WHAT YOU HAVE TO DO:
An exact copy of the listing is required.

/---

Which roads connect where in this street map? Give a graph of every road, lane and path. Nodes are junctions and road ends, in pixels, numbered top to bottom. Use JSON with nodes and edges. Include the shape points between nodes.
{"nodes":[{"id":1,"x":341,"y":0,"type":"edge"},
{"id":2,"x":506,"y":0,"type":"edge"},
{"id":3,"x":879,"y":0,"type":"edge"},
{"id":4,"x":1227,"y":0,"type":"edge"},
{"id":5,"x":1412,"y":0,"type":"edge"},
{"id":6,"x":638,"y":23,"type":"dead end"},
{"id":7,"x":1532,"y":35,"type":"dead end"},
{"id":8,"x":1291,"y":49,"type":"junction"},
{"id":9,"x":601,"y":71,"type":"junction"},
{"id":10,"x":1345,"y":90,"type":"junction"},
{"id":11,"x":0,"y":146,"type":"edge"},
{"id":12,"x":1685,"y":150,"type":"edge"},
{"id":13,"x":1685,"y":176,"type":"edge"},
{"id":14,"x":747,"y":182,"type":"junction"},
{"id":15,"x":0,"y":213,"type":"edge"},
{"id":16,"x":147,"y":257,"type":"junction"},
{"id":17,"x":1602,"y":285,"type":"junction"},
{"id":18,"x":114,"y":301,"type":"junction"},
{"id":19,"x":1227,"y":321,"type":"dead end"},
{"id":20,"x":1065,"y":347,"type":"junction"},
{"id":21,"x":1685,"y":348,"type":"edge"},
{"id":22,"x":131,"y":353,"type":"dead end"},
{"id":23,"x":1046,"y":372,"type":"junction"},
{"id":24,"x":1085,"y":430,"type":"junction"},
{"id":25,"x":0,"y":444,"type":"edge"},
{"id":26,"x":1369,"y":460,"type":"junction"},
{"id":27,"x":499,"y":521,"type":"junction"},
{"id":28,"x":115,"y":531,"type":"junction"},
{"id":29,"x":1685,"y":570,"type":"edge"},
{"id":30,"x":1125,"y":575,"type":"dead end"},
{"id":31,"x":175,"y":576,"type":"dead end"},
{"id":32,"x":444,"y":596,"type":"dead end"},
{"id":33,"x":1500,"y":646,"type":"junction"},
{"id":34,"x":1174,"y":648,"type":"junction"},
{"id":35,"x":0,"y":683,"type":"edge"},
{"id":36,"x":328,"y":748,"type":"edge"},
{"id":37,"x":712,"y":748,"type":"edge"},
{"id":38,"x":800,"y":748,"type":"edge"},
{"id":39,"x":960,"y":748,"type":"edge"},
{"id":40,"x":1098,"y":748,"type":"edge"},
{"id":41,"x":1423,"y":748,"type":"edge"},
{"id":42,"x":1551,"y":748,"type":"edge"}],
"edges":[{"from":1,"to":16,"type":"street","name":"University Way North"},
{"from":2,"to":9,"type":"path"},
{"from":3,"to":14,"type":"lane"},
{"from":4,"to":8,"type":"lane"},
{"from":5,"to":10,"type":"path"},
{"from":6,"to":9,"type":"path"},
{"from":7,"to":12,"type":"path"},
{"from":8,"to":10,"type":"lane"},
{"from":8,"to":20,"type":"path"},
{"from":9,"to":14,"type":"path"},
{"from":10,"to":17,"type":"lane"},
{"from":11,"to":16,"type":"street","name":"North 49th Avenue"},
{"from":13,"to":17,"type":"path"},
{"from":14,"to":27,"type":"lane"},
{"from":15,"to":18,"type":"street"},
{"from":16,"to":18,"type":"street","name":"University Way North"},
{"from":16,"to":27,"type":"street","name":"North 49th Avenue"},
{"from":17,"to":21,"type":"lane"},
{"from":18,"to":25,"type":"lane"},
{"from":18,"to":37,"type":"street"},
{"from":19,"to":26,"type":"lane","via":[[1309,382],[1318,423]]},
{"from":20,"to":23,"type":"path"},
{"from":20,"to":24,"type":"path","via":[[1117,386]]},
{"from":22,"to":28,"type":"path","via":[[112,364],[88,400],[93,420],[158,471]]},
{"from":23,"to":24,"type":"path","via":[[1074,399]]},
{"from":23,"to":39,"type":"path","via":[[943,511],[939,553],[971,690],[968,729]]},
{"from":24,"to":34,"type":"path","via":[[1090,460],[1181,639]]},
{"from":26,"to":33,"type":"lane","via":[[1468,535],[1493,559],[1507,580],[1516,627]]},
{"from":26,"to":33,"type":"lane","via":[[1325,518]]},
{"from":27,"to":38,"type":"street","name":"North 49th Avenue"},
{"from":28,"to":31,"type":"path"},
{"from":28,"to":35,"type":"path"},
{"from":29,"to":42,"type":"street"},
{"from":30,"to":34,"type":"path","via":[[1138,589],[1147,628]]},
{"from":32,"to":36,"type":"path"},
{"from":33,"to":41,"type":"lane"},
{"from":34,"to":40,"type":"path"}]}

\---

TASK ANSWER:
Which roads connect where in this street map? Give a graph of every road, lane and path. Nodes are junctions and road ends, in pixels, numbered top to bottom. Use JSON with nodes and edges. Include the shape points between nodes.
{"nodes":[{"id":1,"x":341,"y":0,"type":"edge"},
{"id":2,"x":506,"y":0,"type":"edge"},
{"id":3,"x":879,"y":0,"type":"edge"},
{"id":4,"x":1227,"y":0,"type":"edge"},
{"id":5,"x":1412,"y":0,"type":"edge"},
{"id":6,"x":638,"y":23,"type":"dead end"},
{"id":7,"x":1532,"y":35,"type":"dead end"},
{"id":8,"x":1291,"y":49,"type":"junction"},
{"id":9,"x":601,"y":71,"type":"junction"},
{"id":10,"x":1345,"y":90,"type":"junction"},
{"id":11,"x":0,"y":146,"type":"edge"},
{"id":12,"x":1685,"y":150,"type":"edge"},
{"id":13,"x":1685,"y":176,"type":"edge"},
{"id":14,"x":747,"y":182,"type":"junction"},
{"id":15,"x":0,"y":213,"type":"edge"},
{"id":16,"x":147,"y":257,"type":"junction"},
{"id":17,"x":1602,"y":285,"type":"junction"},
{"id":18,"x":114,"y":301,"type":"junction"},
{"id":19,"x":1227,"y":321,"type":"dead end"},
{"id":20,"x":1065,"y":347,"type":"junction"},
{"id":21,"x":1685,"y":348,"type":"edge"},
{"id":22,"x":131,"y":353,"type":"dead end"},
{"id":23,"x":1046,"y":372,"type":"junction"},
{"id":24,"x":1085,"y":430,"type":"junction"},
{"id":25,"x":0,"y":444,"type":"edge"},
{"id":26,"x":1369,"y":460,"type":"junction"},
{"id":27,"x":499,"y":521,"type":"junction"},
{"id":28,"x":115,"y":531,"type":"junction"},
{"id":29,"x":1685,"y":570,"type":"edge"},
{"id":30,"x":1125,"y":575,"type":"dead end"},
{"id":31,"x":175,"y":576,"type":"dead end"},
{"id":32,"x":444,"y":596,"type":"dead end"},
{"id":33,"x":1500,"y":646,"type":"junction"},
{"id":34,"x":1174,"y":648,"type":"junction"},
{"id":35,"x":0,"y":683,"type":"edge"},
{"id":36,"x":328,"y":748,"type":"edge"},
{"id":37,"x":712,"y":748,"type":"edge"},
{"id":38,"x":800,"y":748,"type":"edge"},
{"id":39,"x":960,"y":748,"type":"edge"},
{"id":40,"x":1098,"y":748,"type":"edge"},
{"id":41,"x":1423,"y":748,"type":"edge"},
{"id":42,"x":1551,"y":748,"type":"edge"}],
"edges":[{"from":1,"to":16,"type":"street","name":"University Way North"},
{"from":2,"to":9,"type":"path"},
{"from":3,"to":14,"type":"lane"},
{"from":4,"to":8,"type":"lane"},
{"from":5,"to":10,"type":"path"},
{"from":6,"to":9,"type":"path"},
{"from":7,"to":12,"type":"path"},
{"from":8,"to":10,"type":"lane"},
{"from":8,"to":20,"type":"path"},
{"from":9,"to":14,"type":"path"},
{"from":10,"to":17,"type":"lane"},
{"from":11,"to":16,"type":"street","name":"North 49th Avenue"},
{"from":13,"to":17,"type":"path"},
{"from":14,"to":27,"type":"lane"},
{"from":15,"to":18,"type":"street"},
{"from":16,"to":18,"type":"street","name":"University Way North"},
{"from":16,"to":27,"type":"street","name":"North 49th Avenue"},
{"from":17,"to":21,"type":"lane"},
{"from":18,"to":25,"type":"lane"},
{"from":18,"to":37,"type":"street"},
{"from":19,"to":26,"type":"lane","via":[[1309,382],[1318,423]]},
{"from":20,"to":23,"type":"path"},
{"from":20,"to":24,"type":"path","via":[[1117,386]]},
{"from":22,"to":28,"type":"path","via":[[112,364],[88,400],[93,420],[158,471]]},
{"from":23,"to":24,"type":"path","via":[[1074,399]]},
{"from":23,"to":39,"type":"path","via":[[943,511],[939,553],[971,690],[968,729]]},
{"from":24,"to":34,"type":"path","via":[[1090,460],[1181,639]]},
{"from":26,"to":33,"type":"lane","via":[[1468,535],[1493,559],[1507,580],[1516,627]]},
{"from":26,"to":33,"type":"lane","via":[[1325,518]]},
{"from":27,"to":38,"type":"street","name":"North 49th Avenue"},
{"from":28,"to":31,"type":"path"},
{"from":28,"to":35,"type":"path"},
{"from":29,"to":42,"type":"street"},
{"from":30,"to":34,"type":"path","via":[[1138,589],[1147,628]]},
{"from":32,"to":36,"type":"path"},
{"from":33,"to":41,"type":"lane"},
{"from":34,"to":40,"type":"path"}]}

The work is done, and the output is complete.